It’s no different with art. Make something too oblique and few will understand. Make something too populist, too obvious and you compromise yourself. Some people are more ok with this than others.

Narrative space though, is one of the greatest devices in art. It gives the audience the opportunity to draw their own conclusion, to add their own history to the piece or to make their own inferences about motive. Giving them this responsibility is an act of bravery.

Garland is decrying the need in modern culture for everything to be explained. Consider the difference between the original Star Wars trilogy, with its huge narrative gaps and suggestions of a fully formed universe, and the disappointing explanations provided by the prequels that denuded the originals of some magic and mystique.

Who has the right to art? Is it the creator or the audience?
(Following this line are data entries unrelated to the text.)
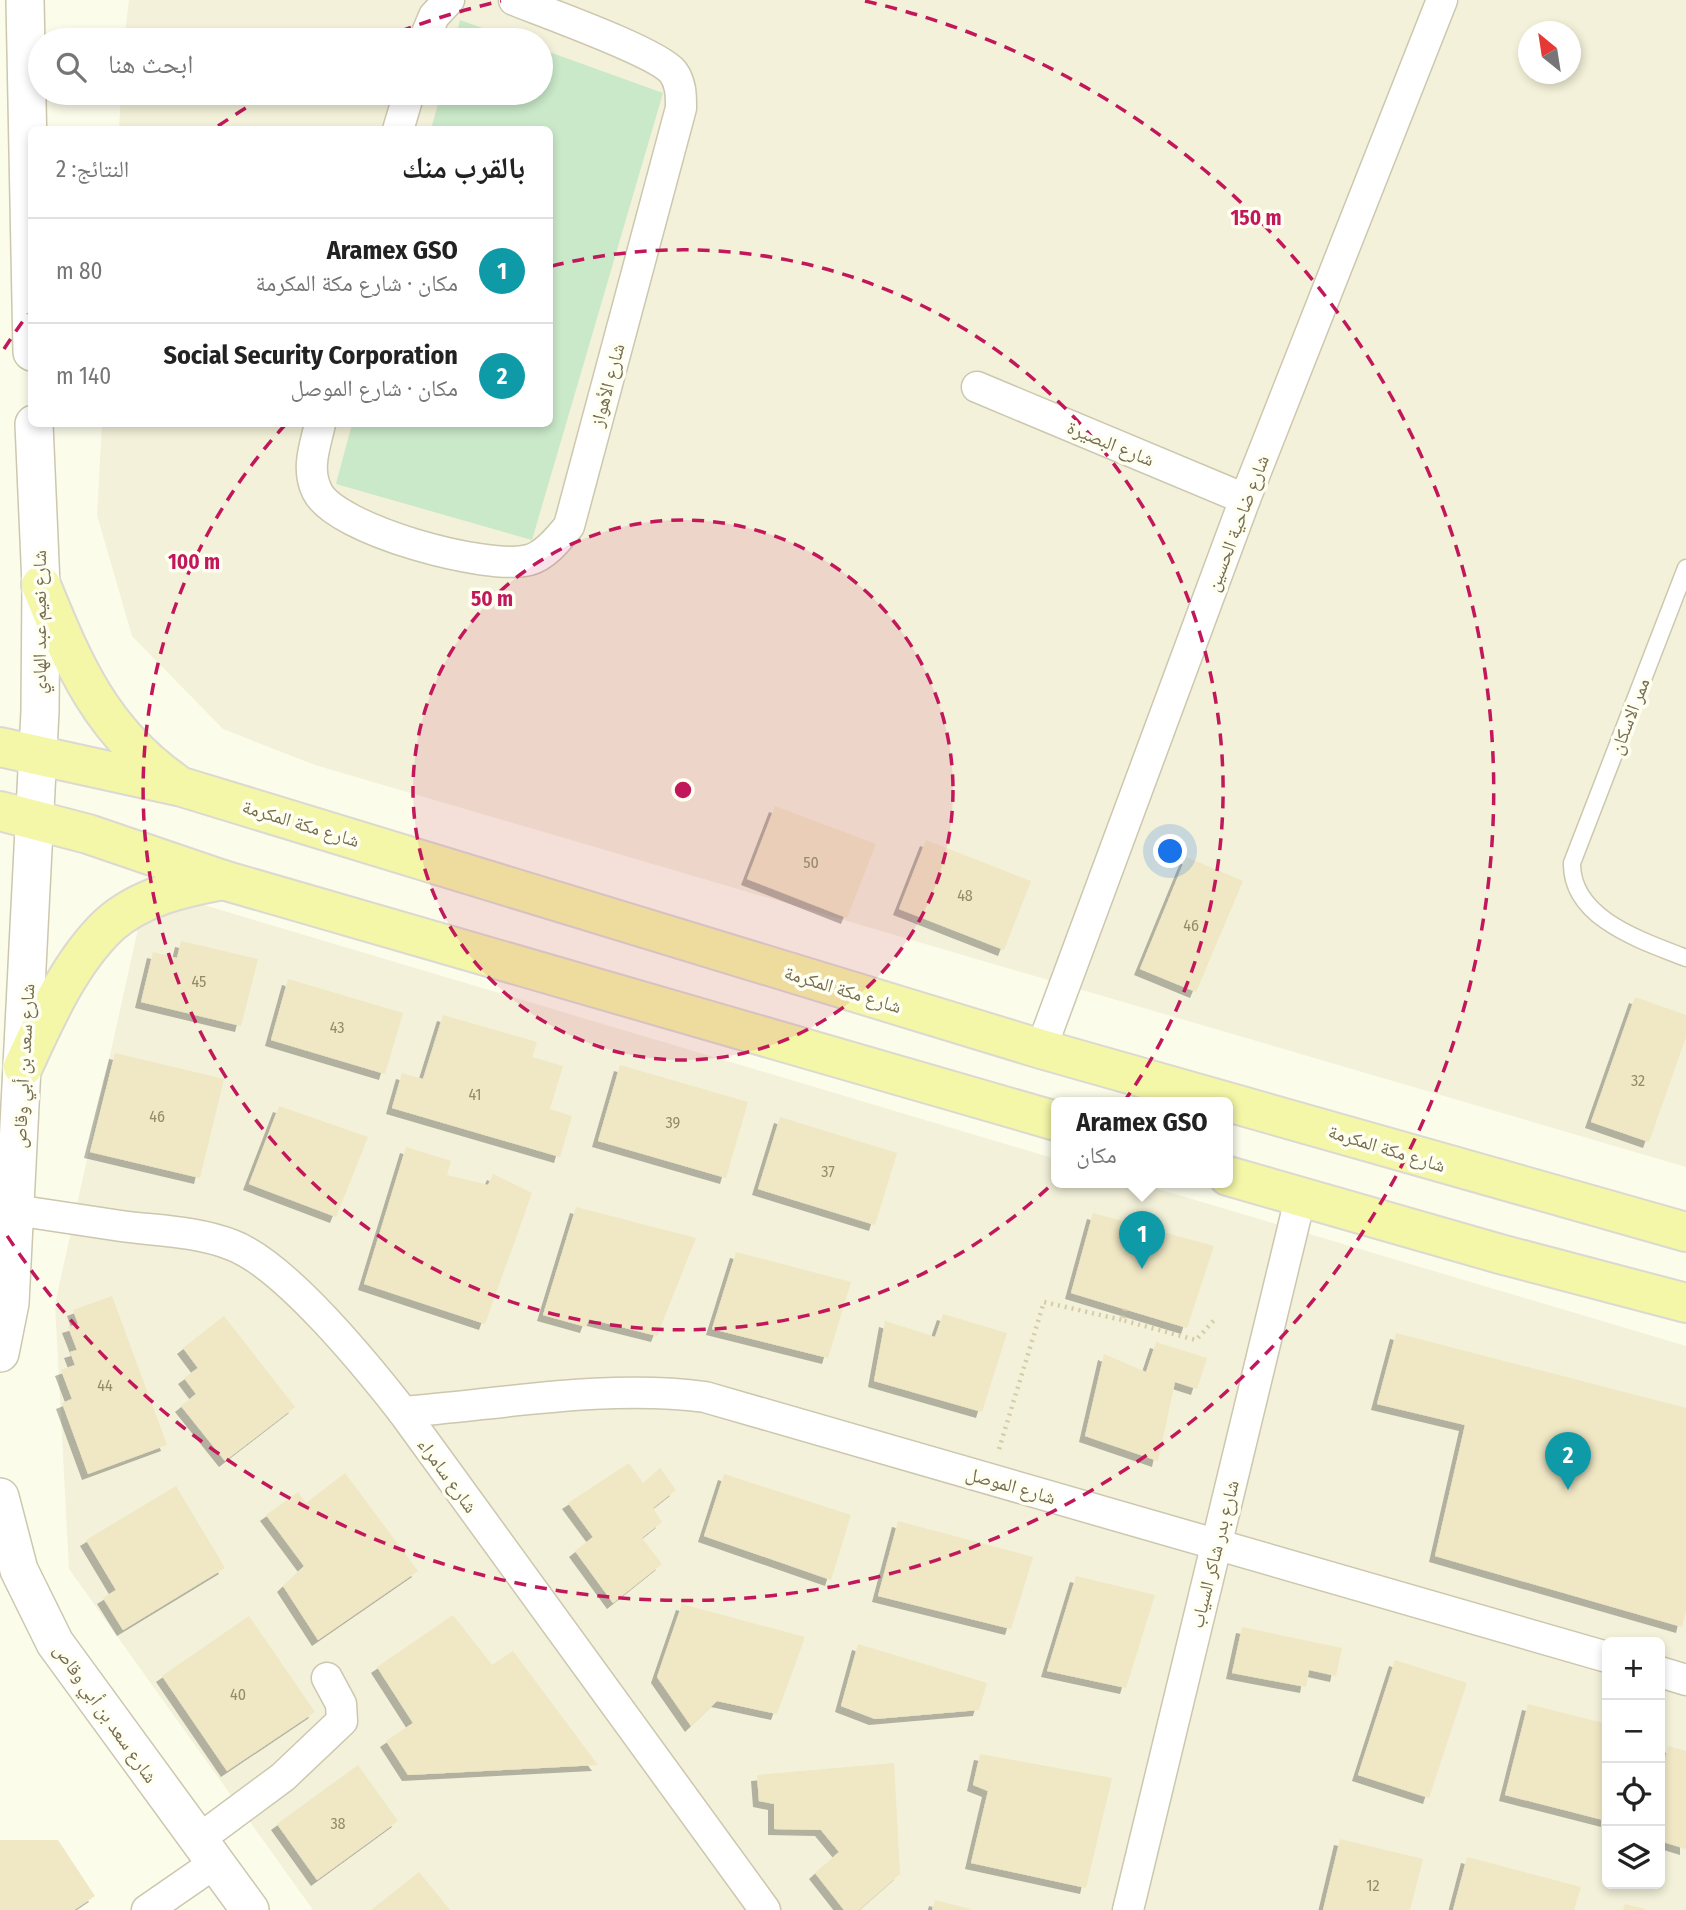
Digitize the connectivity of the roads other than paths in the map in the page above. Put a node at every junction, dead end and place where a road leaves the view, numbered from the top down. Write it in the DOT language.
graph roads {
  1 [pos="25,0"];
  2 [pos="449,0"];
  3 [pos="514,0"];
  4 [pos="1442,0"];
  5 [pos="28,28"];
  6 [pos="429,28"];
  7 [pos="37,105"];
  8 [pos="405,105"];
  9 [pos="39,123"];
  10 [pos="399,126"];
  11 [pos="977,387"];
  12 [pos="34,427"];
  13 [pos="319,427"];
  14 [pos="1245,499"];
  15 [pos="1686,568"];
  16 [pos="41,585"];
  17 [pos="0,747"];
  18 [pos="36,756"];
  19 [pos="182,787"];
  20 [pos="18,816"];
  21 [pos="223,880"];
  22 [pos="1686,958"];
  23 [pos="1041,1049"];
  24 [pos="23,1067"];
  25 [pos="1210,1097"];
  26 [pos="1233,1103"];
  27 [pos="1051,1120"];
  28 [pos="1233,1178"];
  29 [pos="1300,1199"];
  30 [pos="15,1210"];
  31 [pos="1686,1232"];
  32 [pos="1686,1303"];
  33 [pos="0,1353"];
  34 [pos="404,1412"];
  35 [pos="0,1497"];
  36 [pos="1217,1545"];
  37 [pos="1602,1656"];
  38 [pos="1665,1674"];
  39 [pos="327,1678"];
  40 [pos="1686,1680"];
  41 [pos="206,1852"];
  42 [pos="147,1910"];
  43 [pos="250,1910"];
  44 [pos="765,1910"];
  45 [pos="1128,1910"];
  1 -- 5 [label="street"];
  2 -- 6 [label="street"];
  3 -- 13 [label="street, شارع الأهواز"];
  4 -- 14 [label="street, شارع ضاحية الحسين"];
  7 -- 9 [label="street"];
  8 -- 10 [label="street"];
  11 -- 14 [label="street, شارع البصيرة"];
  12 -- 16 [label="street, شارع نعيم عبد الهادي"];
  14 -- 23 [label="street, شارع ضاحية الحسين"];
  15 -- 22 [label="lane, ممر الاسكان"];
  16 -- 18 [label="street, شارع نعيم عبد الهادي"];
  16 -- 19 [label="main road"];
  17 -- 18 [label="main road, شارع مكة المكرمة"];
  18 -- 19 [label="main road, شارع مكة المكرمة"];
  18 -- 20 [label="street, شارع نعيم عبد الهادي"];
  19 -- 23 [label="main road, شارع مكة المكرمة"];
  20 -- 21 [label="main road"];
  20 -- 24 [label="street, شارع سعد بن أبي وقاص"];
  21 -- 24 [label="main road"];
  21 -- 27 [label="main road"];
  23 -- 25 [label="main road, شارع مكة المكرمة"];
  24 -- 30 [label="street, شارع سعد بن أبي وقاص"];
  26 -- 31 [label="main road, شارع مكة المكرمة"];
  28 -- 29 [label="main road"];
  29 -- 32 [label="main road"];
  29 -- 36 [label="street, شارع بدر شاكر السياب"];
  30 -- 33 [label="street, شارع سعد بن أبي وقاص"];
  30 -- 34 [label="street, شارع سامراء"];
  34 -- 36 [label="street, شارع الموصل"];
  34 -- 44 [label="street, شارع سامراء"];
  35 -- 41 [label="street, شارع سعد بن أبي وقاص"];
  36 -- 37 [label="street, شارع الموصل"];
  36 -- 45 [label="street, شارع بدر شاكر السياب"];
  38 -- 40 [label="street"];
  39 -- 41 [label="street"];
  41 -- 42 [label="street"];
  41 -- 43 [label="street, شارع سعد بن أبي وقاص"];
}
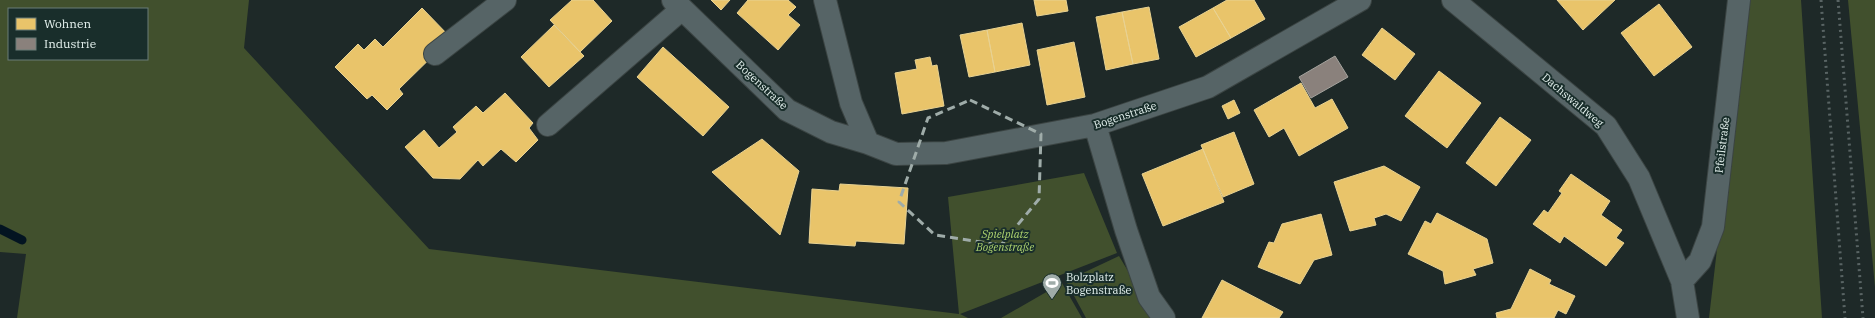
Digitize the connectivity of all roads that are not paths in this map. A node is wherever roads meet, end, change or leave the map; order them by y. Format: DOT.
graph roads {
  1 [pos="505,0"];
  2 [pos="825,0"];
  3 [pos="1360,0"];
  4 [pos="1453,0"];
  5 [pos="1739,0"];
  6 [pos="677,4"];
  7 [pos="435,54"];
  8 [pos="548,125"];
  9 [pos="1095,125"];
  10 [pos="868,143"];
  11 [pos="1682,281"];
  12 [pos="1164,318"];
  13 [pos="1688,318"];
  1 -- 7 [label="street"];
  2 -- 10 [label="street"];
  3 -- 9 [label="street, Bogenstraße"];
  4 -- 11 [label="street, Dachswaldweg"];
  5 -- 11 [label="street, Pfeilstraße"];
  6 -- 8 [label="street"];
  6 -- 10 [label="street, Bogenstraße"];
  9 -- 10 [label="street, Bogenstraße"];
  9 -- 12 [label="street"];
  11 -- 13 [label="street, Dachswaldweg"];
}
Do you have the right to be aggrieved as a creator if the audience don’t like what you’ve presented to them?

Sometimes the rush to explain things, the need for answers, leads to solutions that were never intended but are taken as gospel. Witness this poet failing to answer questions about her own poems on a children’s test.

I agree with Garland that art should leave us considering something, even if the narrative is complete. I often think about sitting in front of a giant deep red and black Rothko canvas, not having a clue what it was or what it meant, knowing only how it made me feel. His films Annihilation and Ex Machina are both left dangling, the implications of the endings unclear and left open to the audience.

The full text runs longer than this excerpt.